▶ _What needs to be done_
All of the data needs to be repeated exactly.

Start of Material provided

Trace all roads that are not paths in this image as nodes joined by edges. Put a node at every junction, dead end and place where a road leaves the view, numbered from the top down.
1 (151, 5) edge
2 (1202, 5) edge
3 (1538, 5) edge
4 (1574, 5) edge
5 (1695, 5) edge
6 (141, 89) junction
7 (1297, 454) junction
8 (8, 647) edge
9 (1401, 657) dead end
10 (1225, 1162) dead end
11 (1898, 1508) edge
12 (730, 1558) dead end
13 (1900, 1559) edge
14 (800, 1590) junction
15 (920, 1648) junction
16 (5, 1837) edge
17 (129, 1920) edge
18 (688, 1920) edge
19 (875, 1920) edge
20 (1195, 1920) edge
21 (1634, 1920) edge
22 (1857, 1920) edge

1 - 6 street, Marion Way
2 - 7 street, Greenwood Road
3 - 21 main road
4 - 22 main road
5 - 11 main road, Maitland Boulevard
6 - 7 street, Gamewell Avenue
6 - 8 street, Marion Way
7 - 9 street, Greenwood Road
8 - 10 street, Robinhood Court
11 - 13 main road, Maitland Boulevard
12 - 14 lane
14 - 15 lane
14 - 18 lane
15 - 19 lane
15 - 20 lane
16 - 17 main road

End of Material provided

▶ _Solution for this problem_
Trace all roads that are not paths in this image as nodes joined by edges. Put a node at every junction, dead end and place where a road leaves the view, numbered from the top down.
1 (151, 5) edge
2 (1202, 5) edge
3 (1538, 5) edge
4 (1574, 5) edge
5 (1695, 5) edge
6 (141, 89) junction
7 (1297, 454) junction
8 (8, 647) edge
9 (1401, 657) dead end
10 (1225, 1162) dead end
11 (1898, 1508) edge
12 (730, 1558) dead end
13 (1900, 1559) edge
14 (800, 1590) junction
15 (920, 1648) junction
16 (5, 1837) edge
17 (129, 1920) edge
18 (688, 1920) edge
19 (875, 1920) edge
20 (1195, 1920) edge
21 (1634, 1920) edge
22 (1857, 1920) edge

1 - 6 street, Marion Way
2 - 7 street, Greenwood Road
3 - 21 main road
4 - 22 main road
5 - 11 main road, Maitland Boulevard
6 - 7 street, Gamewell Avenue
6 - 8 street, Marion Way
7 - 9 street, Greenwood Road
8 - 10 street, Robinhood Court
11 - 13 main road, Maitland Boulevard
12 - 14 lane
14 - 15 lane
14 - 18 lane
15 - 19 lane
15 - 20 lane
16 - 17 main road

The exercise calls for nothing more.